Typically brands reinvent anew or evolve. JKR jumped back and reworked the logo in the middle. It’s as if they took an eraser to their brand of 20 years and hit refresh. Co-op and North worked a similar strategy with their rework of the 1968 Co-op logo, as did NASA with ‘the worm is back’ last year. But really nostalgia as brand is not really nostalgia at all because these logos have an inherent timelessness about them. Fashions come around and these expressions of brand feel as in-sync now as they once did then.
Type lives in culture.
That’s not to say we are going backwards. It means brands are going to the heart of who they are, relying on bold and iconic expressions of themselves to affirm a sense of security and trustworthiness. Heritage inspiration as an antidote to the world’s post-truth and brand’s evolving at their core as communication platforms evolve too. Burger King are evolving their heritage, bringing along their distinct visual equity, modernising in line with technology.
Type lives in culture, and what feels like a great idea for one territory doesn’t always translate or feel right in another. In the past brands have been accused of ‘latinising’ eastern writing. I was curious to hear how our creative team in China reacted to the new Burger King logo, but it seems burgers are in themselves their own universal language. “The shape of bun, onion, tomato, juicy beef is conveyed across Burger King’s global typography. Yummy,” said Robin Hui from Monotype Studio, China.

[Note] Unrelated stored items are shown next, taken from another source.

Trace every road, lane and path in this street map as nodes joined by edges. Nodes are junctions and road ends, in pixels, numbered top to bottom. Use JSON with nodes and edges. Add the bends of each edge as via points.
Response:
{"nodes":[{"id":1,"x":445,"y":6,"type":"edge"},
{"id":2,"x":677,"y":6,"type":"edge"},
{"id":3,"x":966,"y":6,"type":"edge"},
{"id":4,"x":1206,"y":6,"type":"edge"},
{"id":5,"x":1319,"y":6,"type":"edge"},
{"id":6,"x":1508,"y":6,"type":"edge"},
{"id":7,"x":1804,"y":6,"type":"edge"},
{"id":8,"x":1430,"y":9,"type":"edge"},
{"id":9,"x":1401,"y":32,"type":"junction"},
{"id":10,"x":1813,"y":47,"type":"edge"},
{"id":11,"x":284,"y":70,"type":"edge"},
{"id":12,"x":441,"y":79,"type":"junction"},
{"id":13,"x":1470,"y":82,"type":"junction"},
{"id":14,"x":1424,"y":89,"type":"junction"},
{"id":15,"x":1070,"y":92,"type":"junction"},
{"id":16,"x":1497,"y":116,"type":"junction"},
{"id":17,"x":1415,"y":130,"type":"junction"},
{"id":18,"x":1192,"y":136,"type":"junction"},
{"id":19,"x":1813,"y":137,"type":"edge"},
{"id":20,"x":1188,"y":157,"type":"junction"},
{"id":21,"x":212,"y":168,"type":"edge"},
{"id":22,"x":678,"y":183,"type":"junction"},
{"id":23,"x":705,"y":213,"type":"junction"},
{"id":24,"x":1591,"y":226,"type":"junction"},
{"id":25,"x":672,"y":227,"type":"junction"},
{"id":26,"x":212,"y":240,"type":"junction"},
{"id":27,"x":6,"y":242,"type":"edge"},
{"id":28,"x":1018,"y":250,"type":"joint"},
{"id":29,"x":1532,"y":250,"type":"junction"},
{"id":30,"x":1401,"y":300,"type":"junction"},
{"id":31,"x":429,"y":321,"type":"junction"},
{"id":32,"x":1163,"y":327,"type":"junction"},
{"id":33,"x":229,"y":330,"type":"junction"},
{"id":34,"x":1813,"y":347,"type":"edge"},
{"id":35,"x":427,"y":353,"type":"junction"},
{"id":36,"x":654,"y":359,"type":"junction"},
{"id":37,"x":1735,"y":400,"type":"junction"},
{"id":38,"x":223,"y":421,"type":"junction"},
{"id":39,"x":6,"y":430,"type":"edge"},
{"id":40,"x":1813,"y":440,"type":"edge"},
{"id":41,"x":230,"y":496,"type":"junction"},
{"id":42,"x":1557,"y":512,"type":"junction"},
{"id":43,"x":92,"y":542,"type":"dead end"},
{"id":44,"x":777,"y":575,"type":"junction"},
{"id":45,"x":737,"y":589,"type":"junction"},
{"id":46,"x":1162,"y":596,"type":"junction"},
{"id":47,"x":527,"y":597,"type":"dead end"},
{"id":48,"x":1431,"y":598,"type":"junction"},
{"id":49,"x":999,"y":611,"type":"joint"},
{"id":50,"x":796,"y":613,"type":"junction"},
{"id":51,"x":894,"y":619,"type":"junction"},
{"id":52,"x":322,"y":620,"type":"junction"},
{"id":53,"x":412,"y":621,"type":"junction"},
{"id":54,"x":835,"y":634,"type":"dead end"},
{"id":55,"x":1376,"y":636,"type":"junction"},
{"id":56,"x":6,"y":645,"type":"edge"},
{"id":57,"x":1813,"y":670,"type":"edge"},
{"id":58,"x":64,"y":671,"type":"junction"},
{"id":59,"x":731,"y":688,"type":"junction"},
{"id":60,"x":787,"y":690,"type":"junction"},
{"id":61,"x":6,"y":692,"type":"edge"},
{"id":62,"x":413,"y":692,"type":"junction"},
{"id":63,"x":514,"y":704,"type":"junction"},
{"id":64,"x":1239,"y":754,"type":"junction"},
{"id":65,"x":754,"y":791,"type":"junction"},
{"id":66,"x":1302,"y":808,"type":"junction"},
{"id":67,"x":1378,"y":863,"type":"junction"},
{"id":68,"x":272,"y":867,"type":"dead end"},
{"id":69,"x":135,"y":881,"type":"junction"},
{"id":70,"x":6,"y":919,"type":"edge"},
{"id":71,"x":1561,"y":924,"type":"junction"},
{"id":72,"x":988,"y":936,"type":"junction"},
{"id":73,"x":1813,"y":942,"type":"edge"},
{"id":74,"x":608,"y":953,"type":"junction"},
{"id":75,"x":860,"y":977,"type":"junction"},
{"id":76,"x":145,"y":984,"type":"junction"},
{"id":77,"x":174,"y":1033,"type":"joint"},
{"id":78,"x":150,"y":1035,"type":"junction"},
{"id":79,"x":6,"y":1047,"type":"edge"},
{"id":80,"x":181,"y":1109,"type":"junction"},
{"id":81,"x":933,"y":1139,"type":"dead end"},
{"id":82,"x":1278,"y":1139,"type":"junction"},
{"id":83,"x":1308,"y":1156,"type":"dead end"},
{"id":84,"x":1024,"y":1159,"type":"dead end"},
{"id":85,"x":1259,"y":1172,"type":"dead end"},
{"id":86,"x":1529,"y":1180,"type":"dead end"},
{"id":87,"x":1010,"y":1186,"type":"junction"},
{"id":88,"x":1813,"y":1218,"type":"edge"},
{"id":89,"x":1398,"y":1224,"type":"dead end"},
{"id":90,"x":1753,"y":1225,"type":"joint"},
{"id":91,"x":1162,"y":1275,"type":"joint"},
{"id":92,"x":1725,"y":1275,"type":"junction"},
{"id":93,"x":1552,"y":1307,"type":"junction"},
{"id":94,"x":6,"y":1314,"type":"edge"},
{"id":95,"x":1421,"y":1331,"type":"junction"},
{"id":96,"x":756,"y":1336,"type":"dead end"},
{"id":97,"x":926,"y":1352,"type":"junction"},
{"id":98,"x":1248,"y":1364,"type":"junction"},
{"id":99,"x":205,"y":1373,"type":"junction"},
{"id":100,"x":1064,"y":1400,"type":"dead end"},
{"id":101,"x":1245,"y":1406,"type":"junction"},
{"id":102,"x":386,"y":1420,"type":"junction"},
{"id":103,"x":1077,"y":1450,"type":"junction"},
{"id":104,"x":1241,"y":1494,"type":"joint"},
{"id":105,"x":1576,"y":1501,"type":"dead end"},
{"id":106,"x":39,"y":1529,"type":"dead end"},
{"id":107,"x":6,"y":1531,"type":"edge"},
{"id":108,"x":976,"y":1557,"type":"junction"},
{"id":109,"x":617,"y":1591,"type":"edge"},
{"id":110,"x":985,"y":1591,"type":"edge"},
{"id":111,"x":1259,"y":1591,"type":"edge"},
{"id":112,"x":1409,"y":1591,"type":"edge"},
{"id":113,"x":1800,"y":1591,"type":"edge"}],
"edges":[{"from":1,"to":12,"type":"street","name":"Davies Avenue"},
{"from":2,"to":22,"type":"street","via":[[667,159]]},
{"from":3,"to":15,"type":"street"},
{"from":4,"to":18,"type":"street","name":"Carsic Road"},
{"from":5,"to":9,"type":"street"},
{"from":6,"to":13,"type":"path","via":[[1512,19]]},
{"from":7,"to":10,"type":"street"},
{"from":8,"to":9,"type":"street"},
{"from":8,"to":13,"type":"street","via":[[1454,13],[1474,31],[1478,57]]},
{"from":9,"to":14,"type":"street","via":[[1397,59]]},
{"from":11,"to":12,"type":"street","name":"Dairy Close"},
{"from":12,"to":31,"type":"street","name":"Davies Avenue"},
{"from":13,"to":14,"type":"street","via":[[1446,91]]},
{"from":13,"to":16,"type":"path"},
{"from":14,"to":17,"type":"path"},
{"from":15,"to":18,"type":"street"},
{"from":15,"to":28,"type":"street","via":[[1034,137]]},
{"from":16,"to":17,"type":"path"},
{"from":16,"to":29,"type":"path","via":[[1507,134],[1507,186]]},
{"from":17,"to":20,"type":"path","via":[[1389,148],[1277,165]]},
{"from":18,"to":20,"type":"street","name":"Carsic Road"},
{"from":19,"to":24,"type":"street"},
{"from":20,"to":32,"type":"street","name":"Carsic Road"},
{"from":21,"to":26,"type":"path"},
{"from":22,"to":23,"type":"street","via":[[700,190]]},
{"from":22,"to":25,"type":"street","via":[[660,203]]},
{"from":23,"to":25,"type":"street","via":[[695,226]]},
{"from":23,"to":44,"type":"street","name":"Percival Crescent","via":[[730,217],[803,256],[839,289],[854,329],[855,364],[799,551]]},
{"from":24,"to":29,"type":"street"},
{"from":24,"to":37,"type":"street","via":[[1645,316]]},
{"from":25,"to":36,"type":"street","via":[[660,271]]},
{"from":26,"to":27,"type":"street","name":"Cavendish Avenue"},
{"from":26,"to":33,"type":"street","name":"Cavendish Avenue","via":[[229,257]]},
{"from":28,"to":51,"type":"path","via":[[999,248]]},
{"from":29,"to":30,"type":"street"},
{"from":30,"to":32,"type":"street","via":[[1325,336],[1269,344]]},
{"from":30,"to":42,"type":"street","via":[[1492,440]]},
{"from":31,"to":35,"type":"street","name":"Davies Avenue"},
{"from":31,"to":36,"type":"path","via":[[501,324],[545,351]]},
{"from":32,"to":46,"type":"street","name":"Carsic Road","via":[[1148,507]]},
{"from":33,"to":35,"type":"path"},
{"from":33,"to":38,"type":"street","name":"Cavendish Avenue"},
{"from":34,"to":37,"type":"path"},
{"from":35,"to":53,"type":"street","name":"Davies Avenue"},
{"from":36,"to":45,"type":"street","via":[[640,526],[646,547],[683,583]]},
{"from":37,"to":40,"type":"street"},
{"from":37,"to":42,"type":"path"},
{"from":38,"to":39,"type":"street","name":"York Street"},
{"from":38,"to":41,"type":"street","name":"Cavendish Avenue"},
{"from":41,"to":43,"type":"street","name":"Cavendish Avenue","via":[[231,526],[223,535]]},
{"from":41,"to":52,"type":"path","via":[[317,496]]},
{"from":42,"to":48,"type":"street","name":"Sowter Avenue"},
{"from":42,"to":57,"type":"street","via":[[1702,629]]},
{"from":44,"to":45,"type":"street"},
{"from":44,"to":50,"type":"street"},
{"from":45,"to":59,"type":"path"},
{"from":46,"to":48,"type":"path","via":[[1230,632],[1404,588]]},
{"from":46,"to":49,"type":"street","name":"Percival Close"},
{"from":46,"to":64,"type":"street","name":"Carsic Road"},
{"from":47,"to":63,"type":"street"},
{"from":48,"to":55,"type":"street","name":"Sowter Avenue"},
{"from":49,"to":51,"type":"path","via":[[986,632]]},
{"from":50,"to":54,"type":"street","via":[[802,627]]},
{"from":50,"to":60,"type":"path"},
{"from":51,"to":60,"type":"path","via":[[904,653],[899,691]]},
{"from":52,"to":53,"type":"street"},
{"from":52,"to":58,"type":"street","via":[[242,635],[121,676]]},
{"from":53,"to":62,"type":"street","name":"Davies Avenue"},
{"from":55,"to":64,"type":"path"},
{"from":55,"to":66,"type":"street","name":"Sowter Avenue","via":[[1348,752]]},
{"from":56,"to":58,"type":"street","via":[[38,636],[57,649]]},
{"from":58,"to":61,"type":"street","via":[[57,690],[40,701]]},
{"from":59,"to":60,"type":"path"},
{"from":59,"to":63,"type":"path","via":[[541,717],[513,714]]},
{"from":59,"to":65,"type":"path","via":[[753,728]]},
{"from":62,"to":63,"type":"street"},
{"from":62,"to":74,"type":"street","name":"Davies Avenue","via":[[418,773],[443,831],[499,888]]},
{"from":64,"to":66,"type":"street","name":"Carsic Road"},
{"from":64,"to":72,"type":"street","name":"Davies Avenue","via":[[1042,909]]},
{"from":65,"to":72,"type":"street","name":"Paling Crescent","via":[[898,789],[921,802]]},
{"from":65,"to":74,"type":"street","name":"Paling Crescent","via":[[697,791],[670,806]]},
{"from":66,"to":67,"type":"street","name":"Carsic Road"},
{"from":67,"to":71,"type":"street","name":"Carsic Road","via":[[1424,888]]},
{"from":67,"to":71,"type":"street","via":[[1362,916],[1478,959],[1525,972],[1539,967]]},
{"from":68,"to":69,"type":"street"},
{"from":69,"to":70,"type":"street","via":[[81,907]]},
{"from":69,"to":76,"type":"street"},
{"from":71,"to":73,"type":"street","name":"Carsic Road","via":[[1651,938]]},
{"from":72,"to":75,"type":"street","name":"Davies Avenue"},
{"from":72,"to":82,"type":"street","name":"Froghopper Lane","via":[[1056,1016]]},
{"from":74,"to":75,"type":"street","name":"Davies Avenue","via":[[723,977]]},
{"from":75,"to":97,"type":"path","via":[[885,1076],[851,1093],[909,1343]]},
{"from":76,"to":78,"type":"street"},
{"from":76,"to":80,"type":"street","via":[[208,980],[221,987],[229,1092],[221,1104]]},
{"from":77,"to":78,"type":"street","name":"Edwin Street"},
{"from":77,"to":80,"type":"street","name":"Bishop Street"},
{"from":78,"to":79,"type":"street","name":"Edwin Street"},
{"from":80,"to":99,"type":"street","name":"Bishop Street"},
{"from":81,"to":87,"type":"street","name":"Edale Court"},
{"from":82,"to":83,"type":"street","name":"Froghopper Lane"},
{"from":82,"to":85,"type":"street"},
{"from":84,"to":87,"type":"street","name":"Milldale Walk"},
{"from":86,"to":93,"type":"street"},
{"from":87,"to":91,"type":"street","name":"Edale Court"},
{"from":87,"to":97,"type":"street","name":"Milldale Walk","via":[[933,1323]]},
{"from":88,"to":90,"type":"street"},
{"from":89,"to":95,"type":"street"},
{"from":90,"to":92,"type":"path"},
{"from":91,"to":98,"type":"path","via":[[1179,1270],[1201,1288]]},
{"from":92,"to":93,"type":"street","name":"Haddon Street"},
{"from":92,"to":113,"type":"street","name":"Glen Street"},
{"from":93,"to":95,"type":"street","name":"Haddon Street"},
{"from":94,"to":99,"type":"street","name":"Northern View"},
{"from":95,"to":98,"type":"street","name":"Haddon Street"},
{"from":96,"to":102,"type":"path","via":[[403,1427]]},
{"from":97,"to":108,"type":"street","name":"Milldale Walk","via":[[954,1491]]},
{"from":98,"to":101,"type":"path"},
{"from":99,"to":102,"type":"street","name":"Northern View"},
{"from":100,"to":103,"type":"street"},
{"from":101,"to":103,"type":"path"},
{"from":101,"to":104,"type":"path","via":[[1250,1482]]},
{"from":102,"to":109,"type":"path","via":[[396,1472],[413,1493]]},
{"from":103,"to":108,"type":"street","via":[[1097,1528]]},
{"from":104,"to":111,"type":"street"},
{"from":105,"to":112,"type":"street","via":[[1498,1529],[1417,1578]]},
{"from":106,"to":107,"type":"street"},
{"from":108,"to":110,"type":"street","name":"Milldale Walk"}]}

Brands are beginning to re-think. They are breaking away from mis held beliefs around digital aesthetics. Digital just is, and it can be whatever we want it to be. Typography for food, served by humans should look human. Looking back isn’t nostalgic. Looking back is a means to graphic clarity, a one pointedness that builds on the inherent nature of service and product. Burger King is a green shoot amongst a digital landscape of imitation and is further confirmation that distinctive typography is so important today.
Phil Garnham is Senior Creative Type Director at Monotype and a type designer with many years of experience in the design and engineering of fonts for global brands. Working in collaboration with design studios and global clients, Phil understands the creative and business needs of brands looking to build continuity with type.